Build a Scalable MLOps Pipeline on OCI Using OCI-Native Services and MLflow

This reference architecture describes how to implement a scalable and automated MLOps pipeline on Oracle Cloud Infrastructure (OCI).

The architecture helps organizations operationalize machine learning models with consistency, governance, speed, reproducibility, automated deployment, model lifecycle management, and observability.

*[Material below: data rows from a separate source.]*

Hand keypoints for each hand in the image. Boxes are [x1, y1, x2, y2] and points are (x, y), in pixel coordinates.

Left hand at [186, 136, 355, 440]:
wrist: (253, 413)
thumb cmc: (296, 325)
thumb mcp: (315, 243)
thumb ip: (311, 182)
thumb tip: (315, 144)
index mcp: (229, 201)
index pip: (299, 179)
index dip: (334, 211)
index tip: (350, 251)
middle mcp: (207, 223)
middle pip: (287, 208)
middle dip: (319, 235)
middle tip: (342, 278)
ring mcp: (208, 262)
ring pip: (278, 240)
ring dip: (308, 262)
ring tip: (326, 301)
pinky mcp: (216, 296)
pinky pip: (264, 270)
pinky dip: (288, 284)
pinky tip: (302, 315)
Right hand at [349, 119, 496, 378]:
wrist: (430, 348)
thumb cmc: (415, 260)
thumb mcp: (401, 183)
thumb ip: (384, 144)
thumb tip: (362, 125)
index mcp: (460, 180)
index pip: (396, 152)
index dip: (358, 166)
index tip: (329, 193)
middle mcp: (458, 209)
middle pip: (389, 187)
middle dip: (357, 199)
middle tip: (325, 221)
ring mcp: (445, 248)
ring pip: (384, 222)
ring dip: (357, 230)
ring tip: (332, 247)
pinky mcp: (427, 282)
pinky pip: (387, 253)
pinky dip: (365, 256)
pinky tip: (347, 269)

The solution integrates OCI DevOps, Oracle Cloud Infrastructure Data Science, and Oracle Cloud Infrastructure Kubernetes Engine (OKE) to automate the machine learning lifecycle end-to-end. Training workloads are containerized and run as Oracle Cloud Infrastructure Data Science jobs triggered by DevOps pipelines, while MLflow deployed on OKE provides experiment tracking and model registry capabilities, with artifacts stored in OCI Object Storage. After training, OCI DevOps automatically deploys the latest approved model from the MLflow Model Registry to OKE, and access to both MLflow and inference services is provided through OCI Load Balancer.

Before You Begin

Before deploying this solution, ensure that the following prerequisites are met:

  • An active Oracle Cloud Infrastructure tenancy with sufficient service limits.
  • Configured compartments for environment isolation, such as development, test, and production.
  • OCI Identity and Access Management policies for:
    • OCI DevOps
    • Oracle Cloud Infrastructure Data Science
    • OKE
    • OCI Object Storage
    • OCI Vault
    • OCI Notifications
    • OCI Load Balancer
  • A configured virtual cloud network (VCN) with:
    • Private subnets for OKE and Oracle Cloud Infrastructure Data Science.
    • A public subnet for OCI Load Balancer if external access is required.
    • OCI Service Gateway.
    • NAT gateway.
  • An OKE cluster provisioned for:
    • MLflow as an MLOps service.
    • Inference workloads.
  • MLflow deployed on OKE, configured with:
    • OCI Object Storage as the artifact store.
    • The Model Registry enabled.
  • An OCI DevOps project with:
    • Source repositories.
    • Build and deployment pipelines.
  • OCI Notifications topics and subscriptions configured.
  • Familiarity with Docker, Kubernetes, and machine learning workflows.

Architecture

This architecture implements an automated MLOps pipeline where Oracle Cloud Infrastructure DevOps builds training containers and triggers Oracle Cloud Infrastructure Data Science jobs for model training.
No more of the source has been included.